**EXERCISE GOAL**
Pull every line containing "Agrestowa" from the data.

[EXERCISE DATA — start]

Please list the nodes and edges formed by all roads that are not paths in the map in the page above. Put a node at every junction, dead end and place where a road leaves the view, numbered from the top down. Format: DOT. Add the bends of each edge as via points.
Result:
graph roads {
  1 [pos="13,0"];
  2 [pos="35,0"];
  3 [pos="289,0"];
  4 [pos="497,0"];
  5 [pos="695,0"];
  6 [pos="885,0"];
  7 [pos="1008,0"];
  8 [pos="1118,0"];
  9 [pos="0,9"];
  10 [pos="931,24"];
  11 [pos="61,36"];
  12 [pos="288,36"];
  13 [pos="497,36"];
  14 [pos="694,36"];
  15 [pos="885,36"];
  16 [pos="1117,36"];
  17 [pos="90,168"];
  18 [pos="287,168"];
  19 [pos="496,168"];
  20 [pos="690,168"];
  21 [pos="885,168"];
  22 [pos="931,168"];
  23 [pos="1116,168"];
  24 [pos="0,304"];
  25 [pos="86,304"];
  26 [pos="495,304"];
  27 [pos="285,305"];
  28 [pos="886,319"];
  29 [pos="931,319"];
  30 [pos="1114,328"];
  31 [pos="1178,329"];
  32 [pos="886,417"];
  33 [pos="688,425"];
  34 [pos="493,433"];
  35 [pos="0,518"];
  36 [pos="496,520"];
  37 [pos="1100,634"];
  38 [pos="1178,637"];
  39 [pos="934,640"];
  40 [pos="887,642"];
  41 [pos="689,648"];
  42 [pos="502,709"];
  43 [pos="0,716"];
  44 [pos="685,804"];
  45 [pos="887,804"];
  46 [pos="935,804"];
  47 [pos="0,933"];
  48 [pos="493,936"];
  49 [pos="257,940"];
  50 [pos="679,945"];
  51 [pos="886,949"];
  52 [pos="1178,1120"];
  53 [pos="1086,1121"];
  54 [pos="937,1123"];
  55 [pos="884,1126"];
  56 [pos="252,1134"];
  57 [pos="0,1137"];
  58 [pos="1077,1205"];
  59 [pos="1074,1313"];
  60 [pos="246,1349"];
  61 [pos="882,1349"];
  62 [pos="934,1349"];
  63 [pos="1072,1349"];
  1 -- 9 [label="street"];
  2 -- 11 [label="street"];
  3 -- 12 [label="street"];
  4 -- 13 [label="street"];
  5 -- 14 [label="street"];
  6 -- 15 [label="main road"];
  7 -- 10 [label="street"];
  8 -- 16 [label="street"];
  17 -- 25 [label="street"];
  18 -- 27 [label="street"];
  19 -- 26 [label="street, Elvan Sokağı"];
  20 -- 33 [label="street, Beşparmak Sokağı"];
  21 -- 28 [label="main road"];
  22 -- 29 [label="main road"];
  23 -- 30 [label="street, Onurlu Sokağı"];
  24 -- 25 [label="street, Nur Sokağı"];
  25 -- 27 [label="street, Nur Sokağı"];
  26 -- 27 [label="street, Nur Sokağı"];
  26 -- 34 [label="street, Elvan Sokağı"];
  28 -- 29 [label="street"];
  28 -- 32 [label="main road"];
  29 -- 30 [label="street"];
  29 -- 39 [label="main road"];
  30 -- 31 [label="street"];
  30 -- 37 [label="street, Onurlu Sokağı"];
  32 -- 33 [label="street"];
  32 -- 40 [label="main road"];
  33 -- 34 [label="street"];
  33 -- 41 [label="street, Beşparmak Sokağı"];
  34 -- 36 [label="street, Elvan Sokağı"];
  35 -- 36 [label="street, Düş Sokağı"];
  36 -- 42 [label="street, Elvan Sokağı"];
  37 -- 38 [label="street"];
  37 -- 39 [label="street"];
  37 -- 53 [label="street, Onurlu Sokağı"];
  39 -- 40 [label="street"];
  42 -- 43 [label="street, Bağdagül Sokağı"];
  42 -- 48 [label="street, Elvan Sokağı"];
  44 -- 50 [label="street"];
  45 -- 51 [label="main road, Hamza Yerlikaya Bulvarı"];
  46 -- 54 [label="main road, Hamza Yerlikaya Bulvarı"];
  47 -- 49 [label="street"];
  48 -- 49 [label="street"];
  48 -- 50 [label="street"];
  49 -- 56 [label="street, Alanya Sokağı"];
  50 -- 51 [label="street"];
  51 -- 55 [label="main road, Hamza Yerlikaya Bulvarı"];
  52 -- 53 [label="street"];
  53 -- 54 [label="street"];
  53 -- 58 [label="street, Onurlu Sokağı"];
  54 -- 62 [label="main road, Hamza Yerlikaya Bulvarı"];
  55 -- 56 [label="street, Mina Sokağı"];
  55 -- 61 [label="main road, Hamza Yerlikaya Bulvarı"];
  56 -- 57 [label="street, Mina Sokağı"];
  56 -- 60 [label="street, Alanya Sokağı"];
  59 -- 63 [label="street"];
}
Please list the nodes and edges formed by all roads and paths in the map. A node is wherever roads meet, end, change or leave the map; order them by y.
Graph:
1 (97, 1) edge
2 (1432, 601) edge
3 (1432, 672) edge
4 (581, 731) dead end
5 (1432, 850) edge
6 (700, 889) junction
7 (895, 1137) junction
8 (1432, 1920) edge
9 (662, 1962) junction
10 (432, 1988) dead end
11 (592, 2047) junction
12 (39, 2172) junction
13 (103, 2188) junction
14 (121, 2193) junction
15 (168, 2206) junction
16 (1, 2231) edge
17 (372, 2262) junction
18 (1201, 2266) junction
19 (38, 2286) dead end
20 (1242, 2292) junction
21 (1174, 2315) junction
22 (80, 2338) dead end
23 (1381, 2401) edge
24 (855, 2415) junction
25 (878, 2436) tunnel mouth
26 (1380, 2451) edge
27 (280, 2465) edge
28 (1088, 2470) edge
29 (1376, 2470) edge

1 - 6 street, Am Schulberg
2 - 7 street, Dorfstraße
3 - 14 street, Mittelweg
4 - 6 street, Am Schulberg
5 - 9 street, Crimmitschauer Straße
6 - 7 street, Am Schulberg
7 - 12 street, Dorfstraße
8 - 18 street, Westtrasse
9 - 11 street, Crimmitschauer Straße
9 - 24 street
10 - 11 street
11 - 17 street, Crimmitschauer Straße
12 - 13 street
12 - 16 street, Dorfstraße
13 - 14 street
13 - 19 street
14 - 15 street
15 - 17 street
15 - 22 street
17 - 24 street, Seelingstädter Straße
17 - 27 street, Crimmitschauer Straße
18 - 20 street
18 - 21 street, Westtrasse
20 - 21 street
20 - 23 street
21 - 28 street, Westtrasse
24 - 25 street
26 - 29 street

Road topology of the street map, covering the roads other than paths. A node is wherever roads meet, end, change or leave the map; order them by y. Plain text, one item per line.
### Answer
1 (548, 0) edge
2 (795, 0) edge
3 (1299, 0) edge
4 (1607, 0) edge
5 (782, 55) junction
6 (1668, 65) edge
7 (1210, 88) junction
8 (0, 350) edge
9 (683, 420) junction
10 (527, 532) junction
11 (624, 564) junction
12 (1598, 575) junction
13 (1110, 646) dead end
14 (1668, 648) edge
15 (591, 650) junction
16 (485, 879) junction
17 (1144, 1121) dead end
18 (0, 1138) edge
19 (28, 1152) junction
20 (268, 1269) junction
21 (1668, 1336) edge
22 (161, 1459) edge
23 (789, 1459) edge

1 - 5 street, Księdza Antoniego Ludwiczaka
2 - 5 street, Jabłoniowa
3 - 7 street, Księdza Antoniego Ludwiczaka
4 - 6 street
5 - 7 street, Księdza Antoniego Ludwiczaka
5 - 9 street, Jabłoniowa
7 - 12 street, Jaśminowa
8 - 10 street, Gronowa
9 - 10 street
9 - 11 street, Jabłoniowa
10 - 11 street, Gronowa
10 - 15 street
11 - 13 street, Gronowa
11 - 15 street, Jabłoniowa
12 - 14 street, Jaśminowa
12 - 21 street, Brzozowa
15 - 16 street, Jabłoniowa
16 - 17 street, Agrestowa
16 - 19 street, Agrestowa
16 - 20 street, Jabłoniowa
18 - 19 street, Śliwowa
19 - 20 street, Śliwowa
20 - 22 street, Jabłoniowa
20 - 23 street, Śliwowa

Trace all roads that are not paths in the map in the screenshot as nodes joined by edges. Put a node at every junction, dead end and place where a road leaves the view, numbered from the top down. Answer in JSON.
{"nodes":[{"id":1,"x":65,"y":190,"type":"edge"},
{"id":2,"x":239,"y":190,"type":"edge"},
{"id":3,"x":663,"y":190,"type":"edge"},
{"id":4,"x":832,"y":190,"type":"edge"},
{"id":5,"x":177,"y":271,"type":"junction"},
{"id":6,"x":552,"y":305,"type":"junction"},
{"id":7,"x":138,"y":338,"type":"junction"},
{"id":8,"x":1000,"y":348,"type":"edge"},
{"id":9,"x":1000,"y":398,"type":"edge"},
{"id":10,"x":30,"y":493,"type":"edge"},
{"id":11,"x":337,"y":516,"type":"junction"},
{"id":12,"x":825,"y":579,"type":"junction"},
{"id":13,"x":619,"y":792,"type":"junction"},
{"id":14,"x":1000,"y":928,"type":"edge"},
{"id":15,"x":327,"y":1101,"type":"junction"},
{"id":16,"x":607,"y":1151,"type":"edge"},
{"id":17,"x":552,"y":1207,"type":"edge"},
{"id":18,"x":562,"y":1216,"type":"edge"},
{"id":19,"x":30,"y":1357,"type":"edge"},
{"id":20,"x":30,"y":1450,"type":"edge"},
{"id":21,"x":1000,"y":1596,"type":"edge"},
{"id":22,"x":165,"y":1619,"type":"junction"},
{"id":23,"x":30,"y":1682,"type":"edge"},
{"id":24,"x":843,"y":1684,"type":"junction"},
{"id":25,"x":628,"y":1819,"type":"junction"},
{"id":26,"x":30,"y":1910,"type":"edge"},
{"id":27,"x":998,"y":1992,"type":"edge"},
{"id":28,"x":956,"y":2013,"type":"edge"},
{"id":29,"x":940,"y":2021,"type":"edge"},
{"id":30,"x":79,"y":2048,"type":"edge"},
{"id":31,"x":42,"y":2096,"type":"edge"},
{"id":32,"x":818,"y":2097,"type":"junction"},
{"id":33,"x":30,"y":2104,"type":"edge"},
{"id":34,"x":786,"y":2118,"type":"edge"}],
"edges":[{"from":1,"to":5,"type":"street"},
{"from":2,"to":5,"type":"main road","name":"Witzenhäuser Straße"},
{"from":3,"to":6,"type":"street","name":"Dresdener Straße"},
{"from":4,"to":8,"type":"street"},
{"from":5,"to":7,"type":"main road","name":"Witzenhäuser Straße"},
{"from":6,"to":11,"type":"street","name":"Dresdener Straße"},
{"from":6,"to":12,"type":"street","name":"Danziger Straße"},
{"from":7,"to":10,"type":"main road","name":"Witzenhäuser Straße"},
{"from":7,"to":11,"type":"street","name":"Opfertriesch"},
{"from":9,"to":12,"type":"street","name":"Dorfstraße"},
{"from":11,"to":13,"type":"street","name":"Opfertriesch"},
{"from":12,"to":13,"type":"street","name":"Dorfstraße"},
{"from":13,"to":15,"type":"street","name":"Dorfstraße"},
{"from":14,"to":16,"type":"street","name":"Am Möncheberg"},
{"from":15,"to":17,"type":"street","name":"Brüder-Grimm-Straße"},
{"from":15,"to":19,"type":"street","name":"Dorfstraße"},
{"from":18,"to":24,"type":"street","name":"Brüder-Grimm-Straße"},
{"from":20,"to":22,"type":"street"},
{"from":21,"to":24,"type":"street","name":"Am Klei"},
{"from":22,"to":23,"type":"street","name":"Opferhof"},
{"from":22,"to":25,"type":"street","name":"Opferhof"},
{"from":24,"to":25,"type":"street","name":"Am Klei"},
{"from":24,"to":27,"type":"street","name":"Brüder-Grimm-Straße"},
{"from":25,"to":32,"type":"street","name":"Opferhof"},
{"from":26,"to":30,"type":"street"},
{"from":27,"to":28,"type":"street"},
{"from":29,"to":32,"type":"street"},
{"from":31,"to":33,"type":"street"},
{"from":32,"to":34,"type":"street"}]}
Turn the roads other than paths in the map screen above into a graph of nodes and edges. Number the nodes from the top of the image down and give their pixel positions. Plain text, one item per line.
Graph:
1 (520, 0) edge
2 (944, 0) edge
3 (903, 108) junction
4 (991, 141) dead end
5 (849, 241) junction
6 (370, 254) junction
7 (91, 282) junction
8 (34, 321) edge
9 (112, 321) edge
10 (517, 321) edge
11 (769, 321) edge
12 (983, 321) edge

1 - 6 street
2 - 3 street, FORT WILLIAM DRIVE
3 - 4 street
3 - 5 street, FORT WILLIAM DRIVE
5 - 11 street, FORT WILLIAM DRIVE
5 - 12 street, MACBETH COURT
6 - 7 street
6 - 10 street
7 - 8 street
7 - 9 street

[EXERCISE DATA — finish]

**PROBLEM SOLUTION**
16 - 17 street, Agrestowa
16 - 19 street, Agrestowa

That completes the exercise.